N-ethylmaleimide uncouples muscarinic receptors from acetylcholine-sensitive potassium channels in bullfrog atrium.

Abstract

The effect of N-ethylmaleimide (NEM), a sulphydryl alkylating agent, on the acetylcholine-activated K+ current, IK(ACh), has been studied in single cells from bullfrog atrium using a tight-seal, whole-cell voltage clamp technique. Addition of NEM (5 x 10(-5) M) produced a time-dependent complete block of IK(ACh). Dialysis of guanosine-5'-O-(3-thiotriphosphate) (GTP gamma S, 5-10 x 10(-4) M), a nonhydrolyzable GTP analogue, into the myoplasm from the recording pipette gradually activated IK(ACh) even in the absence of acetylcholine. This effect is thought to be due to a GTP gamma S-induced dissociation of GTP-binding proteins (Gi and/or Go) into subunits that can directly activate these K+ channels.
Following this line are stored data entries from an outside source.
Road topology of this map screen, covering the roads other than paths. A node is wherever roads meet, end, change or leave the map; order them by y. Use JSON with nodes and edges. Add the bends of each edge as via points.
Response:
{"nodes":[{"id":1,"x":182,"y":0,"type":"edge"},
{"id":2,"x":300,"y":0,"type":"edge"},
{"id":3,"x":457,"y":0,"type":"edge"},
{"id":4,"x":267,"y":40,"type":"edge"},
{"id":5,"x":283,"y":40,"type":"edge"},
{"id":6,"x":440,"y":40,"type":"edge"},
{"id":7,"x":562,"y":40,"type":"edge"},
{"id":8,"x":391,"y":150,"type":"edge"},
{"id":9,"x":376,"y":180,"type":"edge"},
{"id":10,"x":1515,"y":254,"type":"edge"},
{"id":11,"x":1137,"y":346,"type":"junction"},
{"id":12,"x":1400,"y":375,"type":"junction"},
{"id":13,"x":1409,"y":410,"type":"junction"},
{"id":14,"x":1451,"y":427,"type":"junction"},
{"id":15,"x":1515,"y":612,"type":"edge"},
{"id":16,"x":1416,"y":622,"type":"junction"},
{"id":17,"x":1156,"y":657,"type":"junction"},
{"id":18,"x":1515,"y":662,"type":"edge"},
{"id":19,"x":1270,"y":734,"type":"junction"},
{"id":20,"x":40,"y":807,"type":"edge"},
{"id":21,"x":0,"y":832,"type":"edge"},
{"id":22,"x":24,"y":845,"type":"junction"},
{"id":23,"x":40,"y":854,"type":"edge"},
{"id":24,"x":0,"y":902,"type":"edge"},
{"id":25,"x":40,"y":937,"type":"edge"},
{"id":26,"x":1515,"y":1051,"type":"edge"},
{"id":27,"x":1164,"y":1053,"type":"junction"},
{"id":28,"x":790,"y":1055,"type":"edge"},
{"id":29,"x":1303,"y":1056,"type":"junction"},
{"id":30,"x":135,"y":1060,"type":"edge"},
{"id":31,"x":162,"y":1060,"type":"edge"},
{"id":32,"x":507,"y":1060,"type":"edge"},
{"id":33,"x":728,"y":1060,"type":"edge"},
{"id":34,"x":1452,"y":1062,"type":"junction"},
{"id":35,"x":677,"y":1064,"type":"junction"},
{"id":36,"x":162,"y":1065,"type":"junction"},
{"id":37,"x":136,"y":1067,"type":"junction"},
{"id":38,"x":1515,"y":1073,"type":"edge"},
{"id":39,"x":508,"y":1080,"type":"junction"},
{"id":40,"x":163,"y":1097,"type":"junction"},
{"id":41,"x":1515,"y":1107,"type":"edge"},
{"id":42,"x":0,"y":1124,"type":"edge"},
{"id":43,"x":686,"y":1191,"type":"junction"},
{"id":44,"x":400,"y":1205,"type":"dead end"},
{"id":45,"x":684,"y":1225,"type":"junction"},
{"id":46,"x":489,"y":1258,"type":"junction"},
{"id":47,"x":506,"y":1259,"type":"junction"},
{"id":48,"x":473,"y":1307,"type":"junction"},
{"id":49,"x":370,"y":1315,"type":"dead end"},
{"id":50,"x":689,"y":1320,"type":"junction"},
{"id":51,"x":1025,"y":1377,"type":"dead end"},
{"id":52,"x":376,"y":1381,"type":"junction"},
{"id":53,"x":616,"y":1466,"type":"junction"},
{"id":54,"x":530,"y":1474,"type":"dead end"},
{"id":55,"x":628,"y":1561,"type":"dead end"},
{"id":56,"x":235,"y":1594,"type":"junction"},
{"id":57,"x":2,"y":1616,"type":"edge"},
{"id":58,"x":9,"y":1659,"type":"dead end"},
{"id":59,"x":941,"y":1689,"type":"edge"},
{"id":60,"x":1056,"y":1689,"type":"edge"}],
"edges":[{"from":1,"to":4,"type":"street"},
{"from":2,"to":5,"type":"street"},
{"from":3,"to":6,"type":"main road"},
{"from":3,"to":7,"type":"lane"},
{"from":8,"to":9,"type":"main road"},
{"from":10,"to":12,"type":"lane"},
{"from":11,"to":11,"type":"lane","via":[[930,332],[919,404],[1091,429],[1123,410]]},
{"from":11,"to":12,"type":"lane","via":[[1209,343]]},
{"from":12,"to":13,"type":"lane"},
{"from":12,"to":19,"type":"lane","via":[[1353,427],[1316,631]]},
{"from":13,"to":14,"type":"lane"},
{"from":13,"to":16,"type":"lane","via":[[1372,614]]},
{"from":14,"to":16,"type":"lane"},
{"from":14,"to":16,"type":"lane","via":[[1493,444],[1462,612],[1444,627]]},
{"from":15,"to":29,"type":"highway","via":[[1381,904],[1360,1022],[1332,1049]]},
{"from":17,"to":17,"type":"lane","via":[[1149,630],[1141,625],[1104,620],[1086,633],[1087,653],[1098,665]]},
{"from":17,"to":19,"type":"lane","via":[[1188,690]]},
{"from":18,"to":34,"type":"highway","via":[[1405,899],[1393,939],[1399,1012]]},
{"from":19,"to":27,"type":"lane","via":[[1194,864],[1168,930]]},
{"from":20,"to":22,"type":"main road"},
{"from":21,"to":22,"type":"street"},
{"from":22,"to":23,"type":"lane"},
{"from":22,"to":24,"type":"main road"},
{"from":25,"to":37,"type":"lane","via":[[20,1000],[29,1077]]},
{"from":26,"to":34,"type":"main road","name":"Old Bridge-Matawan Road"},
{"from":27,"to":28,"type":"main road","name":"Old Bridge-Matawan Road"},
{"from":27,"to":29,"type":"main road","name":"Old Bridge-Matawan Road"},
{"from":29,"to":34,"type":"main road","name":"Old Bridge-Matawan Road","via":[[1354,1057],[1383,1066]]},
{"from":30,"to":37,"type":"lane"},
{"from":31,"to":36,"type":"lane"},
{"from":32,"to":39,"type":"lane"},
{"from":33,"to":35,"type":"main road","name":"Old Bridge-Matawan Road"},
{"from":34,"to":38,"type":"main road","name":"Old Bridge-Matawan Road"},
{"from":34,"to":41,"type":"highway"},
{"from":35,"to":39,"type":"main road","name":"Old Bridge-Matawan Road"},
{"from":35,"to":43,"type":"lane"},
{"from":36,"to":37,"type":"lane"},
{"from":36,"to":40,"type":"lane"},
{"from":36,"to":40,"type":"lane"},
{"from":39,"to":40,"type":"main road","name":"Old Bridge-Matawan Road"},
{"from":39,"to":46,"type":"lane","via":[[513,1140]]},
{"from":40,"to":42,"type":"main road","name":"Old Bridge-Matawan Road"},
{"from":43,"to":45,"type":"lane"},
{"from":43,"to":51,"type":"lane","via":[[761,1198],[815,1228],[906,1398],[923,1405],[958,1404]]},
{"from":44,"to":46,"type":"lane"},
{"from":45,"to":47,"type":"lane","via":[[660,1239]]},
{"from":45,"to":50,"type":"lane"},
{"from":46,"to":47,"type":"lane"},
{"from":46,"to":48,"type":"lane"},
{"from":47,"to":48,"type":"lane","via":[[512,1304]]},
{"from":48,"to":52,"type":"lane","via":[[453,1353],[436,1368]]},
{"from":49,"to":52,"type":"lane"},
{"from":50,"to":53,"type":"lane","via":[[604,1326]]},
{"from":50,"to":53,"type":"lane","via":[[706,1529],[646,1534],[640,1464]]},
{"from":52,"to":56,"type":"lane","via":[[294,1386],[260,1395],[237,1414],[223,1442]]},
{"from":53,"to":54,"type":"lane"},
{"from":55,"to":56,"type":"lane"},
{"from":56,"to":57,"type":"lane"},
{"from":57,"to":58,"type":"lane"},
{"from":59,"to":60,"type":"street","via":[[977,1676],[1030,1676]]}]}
When NEM (5 x 10(-5) M) was applied after the GTP gamma S effect had fully developed, it failed to inhibit the GTP gamma S-induced K+ current, indicating that the NEM effect is unlikely to be on the dissociated subunits of the GTP-binding protein(s) or on the K+ channels. In contrast, pretreatment with NEM before GTP gamma S application markedly reduced the muscarinic K+ current, suggesting that NEM can block this K+ current by inhibition of the dissociation of the GTP-binding proteins into functional subunits. In NEM-treated cells the stimulatory effect of isoproterenol on ICa was present, but the inhibitory action of ACh on ICa was completely abolished. These results demonstrated that NEM can preferentially inhibit muscarinic receptor-effector interactions, probably by alkylating the GTP-binding proteins that are essential for these responses.